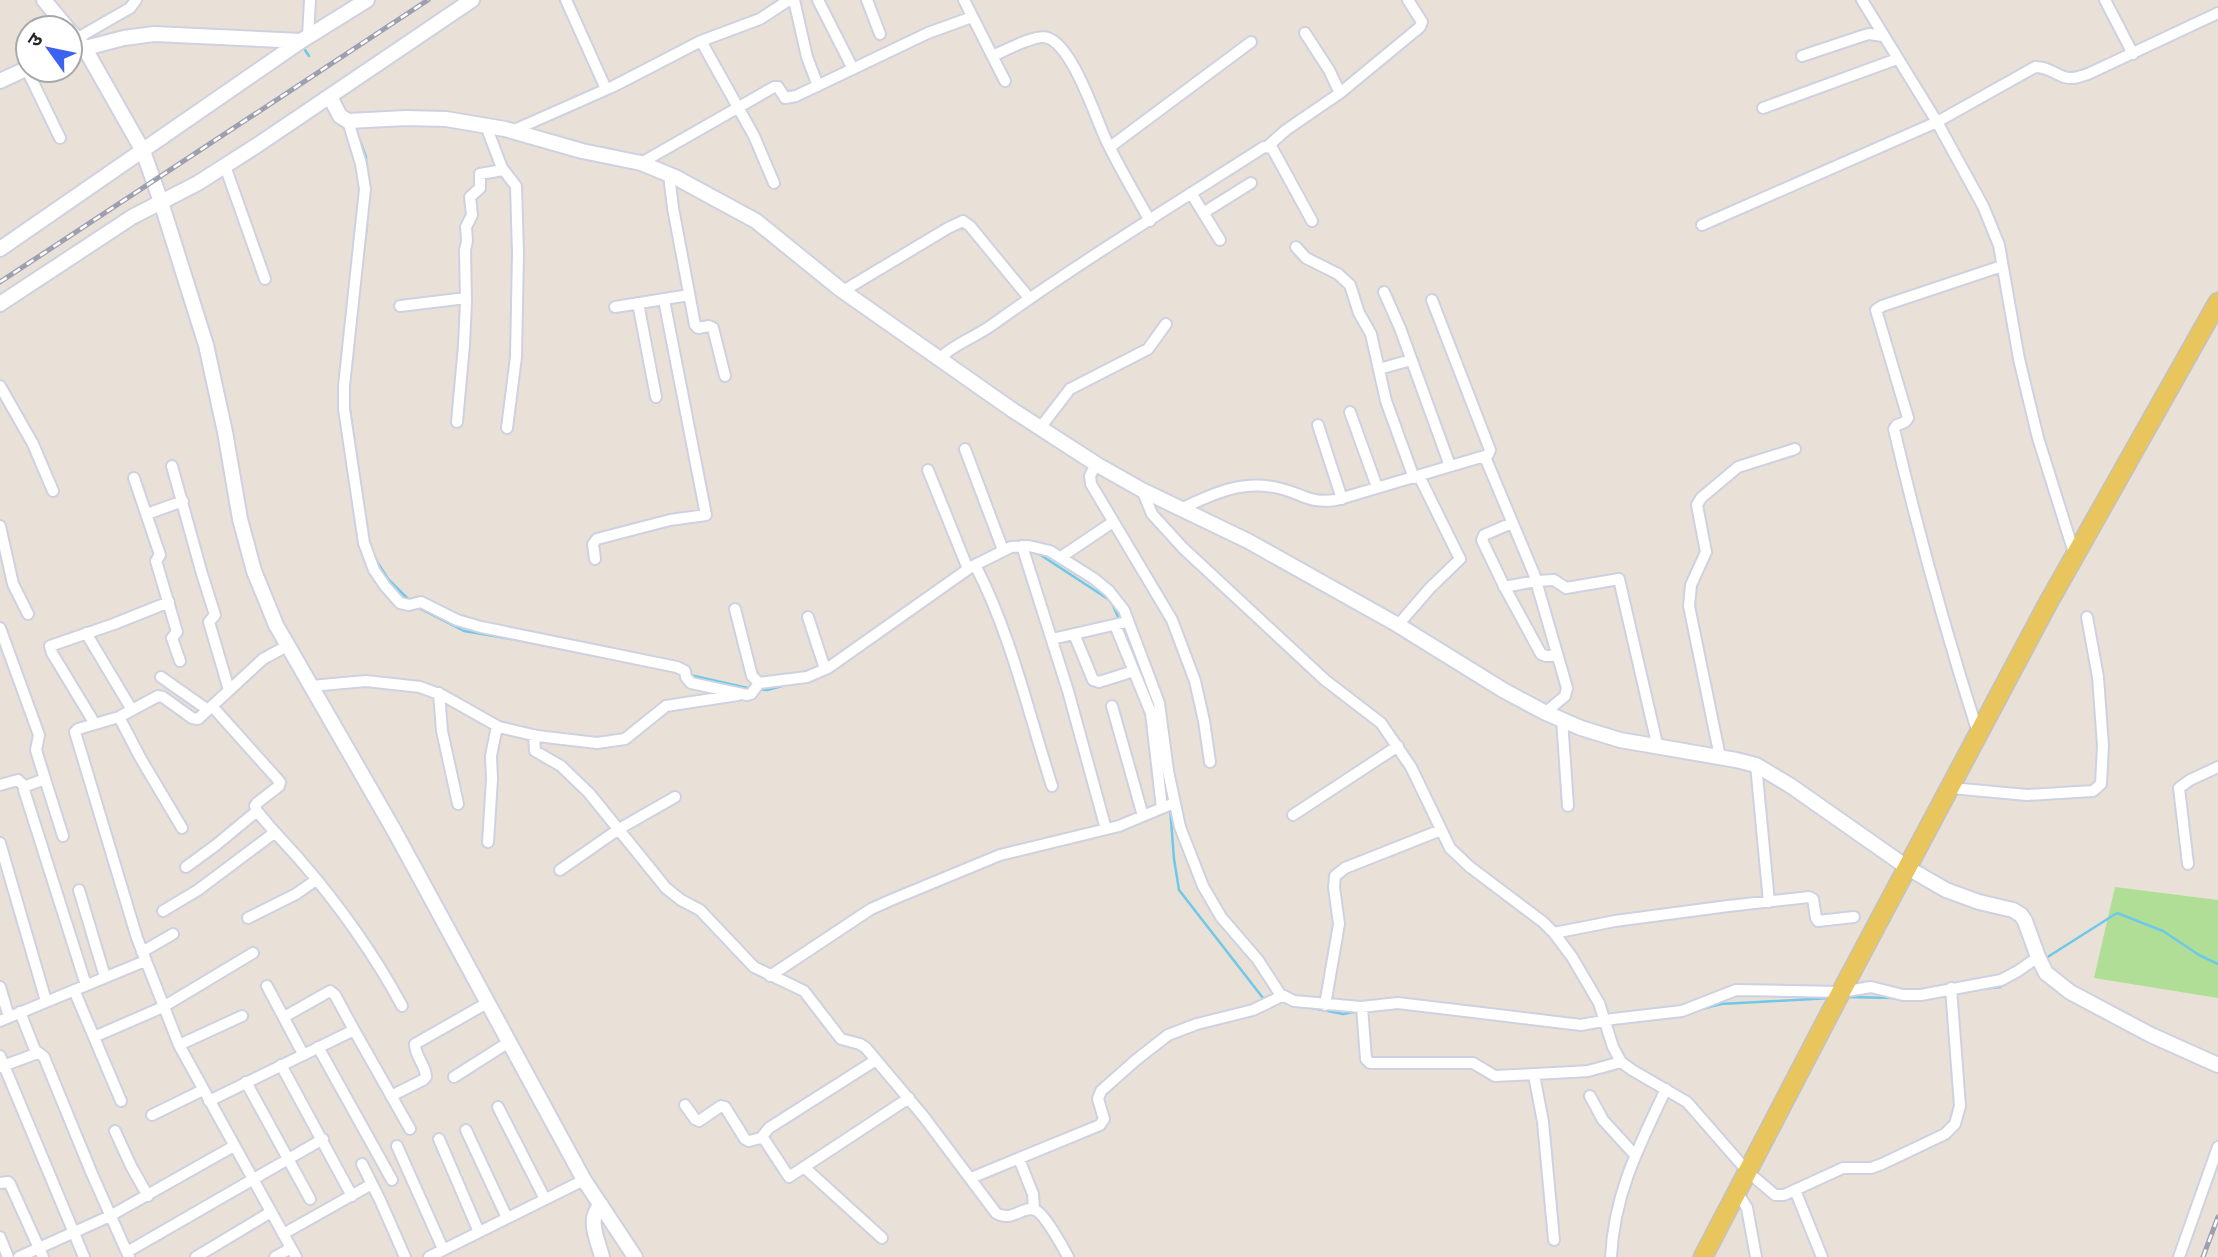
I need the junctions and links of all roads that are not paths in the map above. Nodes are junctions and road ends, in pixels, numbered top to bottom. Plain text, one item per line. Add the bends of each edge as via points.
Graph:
1 (136, 0) edge
2 (310, 0) edge
3 (367, 0) edge
4 (472, 0) edge
5 (566, 0) edge
6 (789, 0) edge
7 (794, 0) edge
8 (818, 0) edge
9 (867, 0) edge
10 (964, 0) edge
11 (1408, 0) edge
12 (1862, 0) edge
13 (2105, 0) edge
14 (2218, 13) edge
15 (972, 17) junction
16 (1305, 33) dead end
17 (84, 34) edge
18 (880, 34) dead end
19 (1883, 36) junction
20 (304, 39) junction
21 (84, 40) edge
22 (701, 41) junction
23 (1251, 42) dead end
24 (2133, 54) junction
25 (84, 56) edge
26 (993, 56) junction
27 (1802, 56) dead end
28 (1897, 59) junction
29 (853, 69) junction
30 (1005, 81) dead end
31 (35, 84) edge
32 (818, 86) junction
33 (606, 89) junction
34 (1340, 93) junction
35 (330, 97) junction
36 (738, 108) junction
37 (1763, 108) dead end
38 (348, 121) junction
39 (1937, 122) junction
40 (486, 126) junction
41 (512, 131) junction
42 (60, 138) dead end
43 (1268, 146) junction
44 (1110, 147) junction
45 (143, 151) junction
46 (641, 163) junction
47 (225, 166) junction
48 (503, 170) junction
49 (669, 175) junction
50 (774, 183) dead end
51 (1251, 183) dead end
52 (1191, 193) junction
53 (161, 202) junction
54 (1203, 213) junction
55 (1312, 220) dead end
56 (1150, 221) junction
57 (1702, 225) dead end
58 (1220, 240) dead end
59 (1296, 247) dead end
60 (0, 249) edge
61 (2002, 266) junction
62 (265, 279) dead end
63 (843, 291) junction
64 (1384, 292) dead end
65 (689, 295) junction
66 (466, 298) junction
67 (1029, 298) junction
68 (664, 300) junction
69 (1432, 300) dead end
70 (638, 303) junction
71 (0, 304) edge
72 (400, 306) dead end
73 (615, 307) dead end
74 (2216, 313) edge
75 (1166, 324) dead end
76 (939, 359) junction
77 (1411, 360) junction
78 (1379, 369) junction
79 (725, 376) dead end
80 (0, 386) edge
81 (656, 397) dead end
82 (1350, 412) dead end
83 (457, 422) dead end
84 (1318, 425) dead end
85 (507, 428) dead end
86 (1040, 428) junction
87 (965, 449) dead end
88 (1795, 449) dead end
89 (1485, 457) junction
90 (1096, 464) junction
91 (172, 466) dead end
92 (1450, 466) junction
93 (928, 470) dead end
94 (1417, 477) junction
95 (134, 478) dead end
96 (1377, 488) junction
97 (1142, 490) junction
98 (53, 491) dead end
99 (1342, 499) junction
100 (183, 501) junction
101 (1183, 508) junction
102 (147, 514) junction
103 (1113, 522) junction
104 (1512, 523) junction
105 (0, 526) edge
106 (1023, 548) junction
107 (1003, 550) junction
108 (2075, 556) junction
109 (1061, 557) junction
110 (595, 559) dead end
111 (974, 569) junction
112 (1535, 581) junction
113 (1504, 587) junction
114 (169, 602) junction
115 (735, 609) dead end
116 (28, 614) dead end
117 (808, 617) dead end
118 (2087, 617) dead end
119 (1121, 623) junction
120 (1398, 625) junction
121 (0, 629) edge
122 (86, 633) junction
123 (1074, 634) junction
124 (1052, 639) junction
125 (288, 646) junction
126 (1558, 656) junction
127 (180, 661) dead end
128 (825, 669) junction
129 (1134, 671) junction
130 (161, 677) dead end
131 (311, 686) junction
132 (752, 688) junction
133 (229, 690) junction
134 (439, 694) junction
135 (1112, 706) dead end
136 (210, 708) junction
137 (132, 710) junction
138 (1546, 712) junction
139 (119, 717) junction
140 (1562, 719) junction
141 (95, 724) junction
142 (497, 726) junction
143 (1979, 734) junction
144 (534, 735) junction
145 (1398, 746) junction
146 (1658, 748) junction
147 (1720, 757) junction
148 (1210, 762) dead end
149 (1756, 765) junction
150 (2218, 767) edge
151 (45, 779) junction
152 (0, 783) edge
153 (1052, 786) dead end
154 (25, 787) junction
155 (1951, 788) junction
156 (675, 797) dead end
157 (458, 804) dead end
158 (1169, 805) junction
159 (1568, 806) dead end
160 (257, 811) junction
161 (1293, 815) dead end
162 (1143, 817) junction
163 (182, 828) dead end
164 (619, 829) junction
165 (1106, 829) junction
166 (1441, 830) junction
167 (274, 833) junction
168 (63, 836) dead end
169 (488, 842) dead end
170 (0, 843) edge
171 (2188, 864) dead end
172 (186, 867) dead end
173 (1908, 868) junction
174 (560, 870) dead end
175 (316, 880) junction
176 (79, 890) dead end
177 (1769, 902) junction
178 (163, 911) dead end
179 (1854, 916) dead end
180 (248, 918) dead end
181 (1554, 933) junction
182 (173, 934) dead end
183 (253, 953) dead end
184 (144, 956) junction
185 (2038, 957) junction
186 (770, 976) junction
187 (105, 977) junction
188 (86, 985) junction
189 (267, 986) dead end
190 (0, 987) edge
191 (74, 990) junction
192 (1952, 992) junction
193 (1838, 997) junction
194 (1277, 999) junction
195 (47, 1002) junction
196 (487, 1003) junction
197 (1325, 1005) junction
198 (402, 1006) dead end
199 (163, 1007) junction
200 (1363, 1011) junction
201 (242, 1016) dead end
202 (10, 1017) edge
203 (284, 1017) junction
204 (1606, 1023) junction
205 (354, 1030) junction
206 (94, 1037) junction
207 (509, 1042) junction
208 (179, 1045) junction
209 (318, 1047) junction
210 (38, 1053) junction
211 (303, 1054) junction
212 (876, 1060) junction
213 (1621, 1062) junction
214 (1, 1063) edge
215 (282, 1065) junction
216 (2218, 1065) edge
217 (1534, 1075) junction
218 (454, 1077) dead end
219 (246, 1082) junction
220 (1666, 1089) junction
221 (206, 1096) junction
222 (391, 1096) junction
223 (1590, 1096) dead end
224 (909, 1098) junction
225 (121, 1101) dead end
226 (685, 1105) dead end
227 (498, 1107) dead end
228 (152, 1115) dead end
229 (410, 1129) dead end
230 (466, 1130) dead end
231 (116, 1131) dead end
232 (761, 1138) junction
233 (323, 1139) junction
234 (439, 1139) dead end
235 (234, 1146) junction
236 (397, 1146) dead end
237 (2218, 1147) edge
238 (1634, 1155) junction
239 (1019, 1159) junction
240 (289, 1160) junction
241 (362, 1164) dead end
242 (805, 1168) junction
243 (1748, 1172) junction
244 (971, 1178) junction
245 (253, 1180) junction
246 (392, 1180) dead end
247 (584, 1180) junction
248 (0, 1183) edge
249 (372, 1184) junction
250 (1796, 1190) junction
251 (1737, 1192) junction
252 (148, 1196) junction
253 (352, 1196) junction
254 (310, 1199) dead end
255 (545, 1199) junction
256 (601, 1205) junction
257 (1034, 1209) junction
258 (271, 1212) junction
259 (110, 1216) junction
260 (507, 1218) junction
261 (479, 1232) junction
262 (74, 1233) junction
263 (283, 1234) junction
264 (0, 1237) edge
265 (882, 1238) dead end
266 (1553, 1240) dead end
267 (443, 1250) junction
268 (293, 1252) edge
269 (41, 1253) edge
270 (128, 1254) edge
271 (8, 1257) edge
272 (19, 1257) edge
273 (84, 1257) edge
274 (196, 1257) edge
275 (275, 1257) edge
276 (405, 1257) edge
277 (429, 1257) edge
278 (602, 1257) edge
279 (635, 1257) edge
280 (1068, 1257) edge
281 (1611, 1257) edge
282 (1703, 1257) edge
283 (1756, 1257) edge
284 (1822, 1257) edge
285 (2179, 1257) edge

1 - 17 street
2 - 20 street
3 - 20 street
4 - 35 street
5 - 33 street
6 - 22 street via 760,19
7 - 32 street
8 - 29 street
9 - 18 street
10 - 15 street
11 - 34 street via 1422,22 1420,27
12 - 19 street
13 - 24 street
14 - 24 street
15 - 26 street
15 - 29 street
16 - 34 street
19 - 27 street via 1869,34
19 - 28 street
20 - 21 street via 154,34
20 - 45 street
22 - 33 street
22 - 36 street
23 - 44 street
24 - 39 street via 2072,79 2035,67
25 - 45 street
26 - 30 street
26 - 44 street via 1041,37 1051,39 1073,65
28 - 37 street
28 - 39 street
29 - 32 street
31 - 42 street
32 - 36 street via 786,98 775,86
33 - 41 street
34 - 43 street
35 - 38 street
35 - 47 street
36 - 46 street
36 - 50 street
38 - 40 street via 446,119
38 - 132 street via 365,189 344,409 362,535 374,570 403,604 415,603 469,624 677,667 698,685
39 - 57 street
39 - 61 street via 1983,205
40 - 41 street
40 - 48 street
41 - 46 street
43 - 52 street
43 - 55 street
44 - 56 street
45 - 53 street
45 - 60 street
46 - 49 street
47 - 53 street
47 - 62 street
48 - 66 street via 480,174 480,188 470,197
48 - 85 street via 516,186 518,253 515,368
49 - 63 street via 756,221
49 - 65 street
51 - 54 street
52 - 54 street
52 - 56 street
53 - 71 street
53 - 125 street via 206,345 254,571
54 - 58 street
56 - 67 street
59 - 78 street via 1350,285 1371,334
61 - 108 street via 2038,438
61 - 143 street via 1882,306 1876,313 1908,418 1894,429 1917,527
63 - 67 street via 963,221
63 - 76 street
64 - 77 street
65 - 68 street
65 - 79 street via 696,327 713,328
66 - 72 street
66 - 83 street
67 - 76 street
68 - 70 street
68 - 110 street via 706,515 597,539
69 - 89 street via 1490,450
70 - 73 street
70 - 81 street
74 - 108 main road
75 - 86 street via 1144,351 1070,389
76 - 86 street
77 - 78 street
77 - 92 street
78 - 94 street via 1390,413
80 - 98 street
82 - 96 street
84 - 99 street
86 - 90 street
87 - 107 street
88 - 147 street via 1738,467 1697,505 1706,552 1691,585 1689,606
89 - 92 street
89 - 104 street
90 - 97 street
90 - 103 street via 1090,481
91 - 100 street
92 - 94 street
93 - 111 street
94 - 96 street
94 - 120 street via 1460,559
95 - 102 street
96 - 99 street
97 - 101 street
97 - 145 street via 1152,514 1183,548 1325,680 1381,723
99 - 101 street via 1315,501 1276,487 1239,486
100 - 102 street
100 - 133 street via 215,616 209,622
101 - 120 street
102 - 114 street
103 - 109 street
103 - 148 street via 1172,620 1195,681
104 - 112 street
104 - 113 street via 1482,538
105 - 116 street via 13,584
106 - 107 street
106 - 109 street
106 - 124 street
107 - 111 street
108 - 143 main road
109 - 119 street via 1109,591 1119,603
111 - 128 street
111 - 153 street via 1008,646
112 - 113 street
112 - 126 street
112 - 146 street via 1556,580 1566,589 1619,579
113 - 126 street via 1541,654
114 - 122 street
114 - 127 street via 177,632 172,638
115 - 132 street
117 - 128 street
118 - 155 street via 2098,677 2101,784 2093,791 2027,795
119 - 123 street
119 - 129 street
119 - 158 street via 1159,703
120 - 138 street
121 - 151 street via 39,735 36,750
122 - 137 street
122 - 141 street via 49,647
123 - 124 street
123 - 129 street via 1093,680
124 - 165 street
125 - 131 street
125 - 133 street via 263,659
126 - 138 street via 1566,693
128 - 132 street
129 - 158 street via 1151,713
130 - 136 street
131 - 134 street via 366,681 420,687
131 - 196 street
132 - 144 street via 725,698 666,706 619,741 597,743
133 - 136 street
134 - 142 street
134 - 157 street
135 - 162 street
136 - 137 street via 198,719 192,718 160,696
136 - 160 street via 280,782 257,803
137 - 139 street
138 - 140 street
139 - 141 street
139 - 163 street
140 - 146 street
140 - 159 street
141 - 184 street via 78,729 75,735
142 - 144 street
142 - 169 street via 491,756
143 - 155 main road
144 - 164 street via 534,751 570,774
145 - 161 street
145 - 166 street
146 - 147 street
147 - 149 street
149 - 173 street
149 - 177 street
150 - 171 street via 2179,788
151 - 154 street
151 - 168 street
152 - 154 street via 18,780
154 - 188 street
155 - 173 main road
156 - 164 street
158 - 162 street
158 - 194 street via 1213,905 1258,960
160 - 167 street
160 - 172 street
162 - 165 street
164 - 174 street
164 - 186 street via 666,888 700,910 750,963
165 - 186 street via 1000,855 891,900
166 - 181 street via 1460,859
166 - 197 street via 1335,876 1339,923
167 - 175 street
167 - 178 street
170 - 195 street
173 - 185 street via 1946,890 2021,915
173 - 193 main road
175 - 180 street
175 - 198 street
176 - 187 street
177 - 179 street via 1811,897 1817,921
177 - 181 street
181 - 204 street via 1599,1003
182 - 184 street
183 - 199 street
184 - 187 street
184 - 199 street
185 - 192 street via 2001,980
185 - 216 street via 2046,973 2070,992
186 - 212 street via 804,991 841,1039 864,1046
187 - 188 street
188 - 191 street
189 - 203 street
190 - 202 street
191 - 195 street
191 - 206 street
192 - 193 street via 1912,996 1873,987
192 - 250 street via 1960,1095 1959,1113 1951,1129 1882,1164 1843,1168
193 - 204 street via 1736,990 1682,1011
193 - 243 main road
194 - 197 street
194 - 239 street via 1168,1035 1101,1091 1101,1125
195 - 202 street
196 - 207 street
196 - 222 street via 415,1044 426,1077
197 - 200 street
199 - 206 street
199 - 208 street
200 - 204 street via 1398,1003 1578,1025
200 - 217 street via 1370,1063 1473,1063 1495,1076
201 - 208 street
202 - 210 street
203 - 205 street via 330,991
203 - 211 street
204 - 213 street
205 - 209 street
205 - 222 street
206 - 225 street
207 - 218 street
207 - 247 street
208 - 221 street
209 - 211 street
209 - 246 street
210 - 214 street
210 - 259 street via 44,1057
211 - 215 street
212 - 224 street
212 - 232 street via 769,1128
213 - 217 street
213 - 220 street
214 - 262 street
215 - 219 street
215 - 233 street
217 - 266 street via 1543,1122
219 - 221 street
219 - 240 street
220 - 238 street
220 - 243 street via 1695,1110
221 - 228 street
221 - 235 street
222 - 229 street
223 - 238 street
224 - 242 street
224 - 244 street
226 - 232 street via 699,1121 723,1106 747,1141
227 - 255 street
230 - 260 street
231 - 252 street
232 - 242 street via 787,1176
233 - 240 street
233 - 253 street
234 - 261 street
235 - 245 street
235 - 252 street
236 - 267 street
237 - 285 street
238 - 281 street via 1618,1203
239 - 244 street
239 - 257 street
240 - 245 street
240 - 254 street
241 - 249 street
242 - 265 street
243 - 250 street via 1775,1195
243 - 251 main road
244 - 257 street via 1000,1216
245 - 258 street
245 - 270 street
247 - 255 street
247 - 256 street
248 - 269 street via 10,1184
249 - 253 street
249 - 276 street
250 - 284 street
251 - 282 main road
251 - 283 street via 1747,1208
252 - 259 street
253 - 263 street
255 - 260 street
256 - 278 street via 593,1220
256 - 279 street
257 - 280 street
258 - 263 street
258 - 274 street
259 - 262 street
259 - 270 street
260 - 261 street
261 - 267 street
262 - 269 street
262 - 273 street
263 - 268 street
264 - 271 street
267 - 277 street
268 - 275 street
269 - 272 street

HOW TO COMPLETE THIS TASK
Search the entries for the string "main". Copy every line that has it.

RESPONSE TO THE EXERCISE
74 - 108 main road
108 - 143 main road
143 - 155 main road
155 - 173 main road
173 - 193 main road
193 - 243 main road
243 - 251 main road
251 - 282 main road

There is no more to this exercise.